35 Del. 415 | New York Court of General Session of the Peace | 1932

Rodney, J.,

in directing the jury to find a verdict of not guilty, among other things, said:

Among the grounds alleged by the defendant is that the property in an arson case must be alleged and proven to be the property of the tenant in possession. Arson is not simply a burning. It is the burning of a dwelling house and is, therefore, directed against the person either in the dwelling house or who has a right to the dwelling *417house, and, therefore, the property must be alleged in a case of arson to be the property of the person whose dwelling it then was; otherwise, it would be simply burning, and arson is made the oifense of burning a dwelling house and is a much more serious oifense under our law than simply burning a building.

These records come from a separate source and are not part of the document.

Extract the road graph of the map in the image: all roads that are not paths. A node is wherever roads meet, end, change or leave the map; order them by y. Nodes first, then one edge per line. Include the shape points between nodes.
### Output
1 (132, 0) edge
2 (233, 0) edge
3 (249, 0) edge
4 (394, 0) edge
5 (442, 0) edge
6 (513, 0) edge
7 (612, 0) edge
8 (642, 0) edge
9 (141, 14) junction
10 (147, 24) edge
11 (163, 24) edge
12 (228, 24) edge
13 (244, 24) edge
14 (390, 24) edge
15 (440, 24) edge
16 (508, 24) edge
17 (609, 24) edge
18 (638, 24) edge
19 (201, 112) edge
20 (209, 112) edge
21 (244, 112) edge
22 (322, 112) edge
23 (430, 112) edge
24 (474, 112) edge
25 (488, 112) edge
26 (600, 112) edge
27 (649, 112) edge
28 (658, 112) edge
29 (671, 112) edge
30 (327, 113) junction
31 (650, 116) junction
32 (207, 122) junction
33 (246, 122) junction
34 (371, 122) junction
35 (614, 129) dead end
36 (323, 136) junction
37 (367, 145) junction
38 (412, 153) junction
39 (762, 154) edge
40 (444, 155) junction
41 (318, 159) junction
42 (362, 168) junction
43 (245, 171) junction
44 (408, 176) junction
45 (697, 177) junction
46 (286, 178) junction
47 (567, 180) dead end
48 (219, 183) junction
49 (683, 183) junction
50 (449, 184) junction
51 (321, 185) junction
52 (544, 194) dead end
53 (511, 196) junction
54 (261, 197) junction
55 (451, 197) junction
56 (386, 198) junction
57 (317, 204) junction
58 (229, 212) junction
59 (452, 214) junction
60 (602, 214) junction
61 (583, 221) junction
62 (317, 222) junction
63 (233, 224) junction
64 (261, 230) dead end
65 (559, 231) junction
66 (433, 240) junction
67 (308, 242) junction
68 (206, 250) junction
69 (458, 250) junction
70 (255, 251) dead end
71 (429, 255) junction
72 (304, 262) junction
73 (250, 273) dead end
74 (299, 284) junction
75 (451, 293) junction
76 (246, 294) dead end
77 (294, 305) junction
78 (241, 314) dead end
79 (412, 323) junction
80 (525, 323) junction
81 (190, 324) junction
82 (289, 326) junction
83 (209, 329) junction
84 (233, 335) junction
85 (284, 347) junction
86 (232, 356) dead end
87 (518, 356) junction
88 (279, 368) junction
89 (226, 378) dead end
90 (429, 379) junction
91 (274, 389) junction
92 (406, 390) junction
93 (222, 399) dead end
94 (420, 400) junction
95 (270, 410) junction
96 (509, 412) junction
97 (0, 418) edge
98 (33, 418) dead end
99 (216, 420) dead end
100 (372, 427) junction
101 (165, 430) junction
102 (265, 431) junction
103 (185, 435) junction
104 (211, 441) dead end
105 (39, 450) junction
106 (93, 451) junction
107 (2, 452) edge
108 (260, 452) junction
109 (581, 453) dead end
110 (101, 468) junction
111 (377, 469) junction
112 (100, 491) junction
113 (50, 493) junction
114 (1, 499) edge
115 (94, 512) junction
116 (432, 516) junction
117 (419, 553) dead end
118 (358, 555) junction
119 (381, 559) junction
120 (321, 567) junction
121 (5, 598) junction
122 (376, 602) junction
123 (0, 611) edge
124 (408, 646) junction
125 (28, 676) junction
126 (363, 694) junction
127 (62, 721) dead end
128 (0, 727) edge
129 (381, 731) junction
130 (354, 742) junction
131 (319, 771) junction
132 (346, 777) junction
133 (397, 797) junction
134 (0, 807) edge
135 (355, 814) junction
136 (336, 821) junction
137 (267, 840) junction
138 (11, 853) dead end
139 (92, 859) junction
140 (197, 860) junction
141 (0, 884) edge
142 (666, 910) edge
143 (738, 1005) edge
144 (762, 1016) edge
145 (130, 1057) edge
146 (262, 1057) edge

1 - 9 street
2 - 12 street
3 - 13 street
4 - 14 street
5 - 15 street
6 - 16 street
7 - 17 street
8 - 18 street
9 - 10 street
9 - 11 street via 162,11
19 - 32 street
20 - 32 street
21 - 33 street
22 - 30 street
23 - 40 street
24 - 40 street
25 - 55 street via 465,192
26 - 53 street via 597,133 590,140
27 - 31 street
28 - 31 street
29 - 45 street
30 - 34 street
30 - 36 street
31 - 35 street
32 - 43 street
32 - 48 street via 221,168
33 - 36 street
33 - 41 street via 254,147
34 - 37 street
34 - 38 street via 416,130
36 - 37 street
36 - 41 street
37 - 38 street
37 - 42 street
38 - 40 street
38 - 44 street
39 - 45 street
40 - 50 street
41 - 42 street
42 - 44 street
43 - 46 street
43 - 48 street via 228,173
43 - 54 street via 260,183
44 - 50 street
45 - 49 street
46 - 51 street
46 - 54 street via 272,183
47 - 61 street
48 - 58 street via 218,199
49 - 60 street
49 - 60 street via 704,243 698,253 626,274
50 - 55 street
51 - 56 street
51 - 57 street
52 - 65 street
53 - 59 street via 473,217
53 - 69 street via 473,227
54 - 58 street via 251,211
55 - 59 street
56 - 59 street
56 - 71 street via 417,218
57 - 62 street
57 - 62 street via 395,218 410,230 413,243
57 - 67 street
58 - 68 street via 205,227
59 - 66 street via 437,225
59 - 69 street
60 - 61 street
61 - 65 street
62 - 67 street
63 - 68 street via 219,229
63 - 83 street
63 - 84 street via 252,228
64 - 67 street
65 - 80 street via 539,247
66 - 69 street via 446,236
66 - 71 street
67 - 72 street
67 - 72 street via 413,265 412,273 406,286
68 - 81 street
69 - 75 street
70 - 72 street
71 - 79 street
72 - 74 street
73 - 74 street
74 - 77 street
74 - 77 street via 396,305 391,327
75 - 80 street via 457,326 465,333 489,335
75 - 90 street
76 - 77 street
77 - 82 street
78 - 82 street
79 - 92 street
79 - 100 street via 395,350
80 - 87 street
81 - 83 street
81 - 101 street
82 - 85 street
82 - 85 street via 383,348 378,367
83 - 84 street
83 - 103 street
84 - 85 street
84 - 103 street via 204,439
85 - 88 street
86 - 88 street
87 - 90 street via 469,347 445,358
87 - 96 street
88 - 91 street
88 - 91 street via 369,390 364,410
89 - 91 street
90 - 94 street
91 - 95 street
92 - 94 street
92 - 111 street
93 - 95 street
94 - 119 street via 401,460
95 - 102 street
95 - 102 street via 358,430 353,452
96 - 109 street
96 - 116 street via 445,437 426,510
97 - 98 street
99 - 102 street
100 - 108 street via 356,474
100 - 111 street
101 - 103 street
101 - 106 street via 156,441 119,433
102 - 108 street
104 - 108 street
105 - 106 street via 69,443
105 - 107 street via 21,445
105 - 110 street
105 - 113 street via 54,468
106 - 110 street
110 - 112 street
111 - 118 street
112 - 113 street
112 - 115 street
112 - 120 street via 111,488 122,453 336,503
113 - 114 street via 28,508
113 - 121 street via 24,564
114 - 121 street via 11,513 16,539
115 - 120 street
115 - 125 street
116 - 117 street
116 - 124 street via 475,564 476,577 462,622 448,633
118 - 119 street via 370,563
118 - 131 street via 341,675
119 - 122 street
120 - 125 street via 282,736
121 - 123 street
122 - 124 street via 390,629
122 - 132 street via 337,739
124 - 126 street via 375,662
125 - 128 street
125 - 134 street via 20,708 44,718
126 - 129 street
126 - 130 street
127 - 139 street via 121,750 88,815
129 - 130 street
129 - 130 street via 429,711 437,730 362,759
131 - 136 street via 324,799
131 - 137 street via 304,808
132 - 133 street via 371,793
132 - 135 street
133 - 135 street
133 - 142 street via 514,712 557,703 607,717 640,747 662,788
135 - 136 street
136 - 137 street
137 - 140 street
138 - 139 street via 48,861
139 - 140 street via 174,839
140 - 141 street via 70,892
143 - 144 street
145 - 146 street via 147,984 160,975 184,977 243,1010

. Objection is made that the indictment alleged that the property burned was the property of William Schwartz, Trustee, and it is contended that since Arthur Williams is the proven tenant of, at least, part of the property and Herman Wilson was the tenant of the remaining part of the property, that the proof does not sustain the indictment and that the indictment should have alleged the house to have been the property of the person in possession.

There is no proof whatever to sustain the indictment that the property was of William Schwartz, Trustee.

The authorities seem all to agree that an indictment for arson should allege the property as the property of him in whose possession it then was. In 2 Wharton’s Criminal Law (12th Ed.), page 1361, it is said:

“The house must not be described as the house of the owner of the fee if in effect at the time another has the actual occupancy, but it must be described as a dwelling house of him whose dwelling it then is.”

2 Archbold Criminal Pl. and Pr. shows the form of indictment to have been that the property was alleged as of the person in whose “possession” it was.

In People v. Gates, 15 Wend. (N. Y.) 159, it was held that where the building burned was alleged in the indictment as the building of the owner and proof was that it was in the possession of the tenant that the accused could not be convicted.

In Hicks v. State, 43 Fla. 171, 29 So. 631, where the property was alleged to have been the property of Wesley Hearn, and it was shown that he was the owner, but not in possession, a verdict of guilty was reversed. The reason *418is that arson is not an offense against the house simply as a piece of real estate in which the owner is interested, but is an offense solely directed against the person in possession. It is an offense against the habitation or dwelling house of the person and the party against whom the offense is committed is not the owner of the property but is the party entitled to the possession or the dweller in the particular property or house.

I have come to this conclusion with reluctance, but, under the circumstances, there is no legal alternative. I must, therefore, direct you to find a verdict in favor of the defendant or of not guilty.

Verdict, not guilty as to both defendants.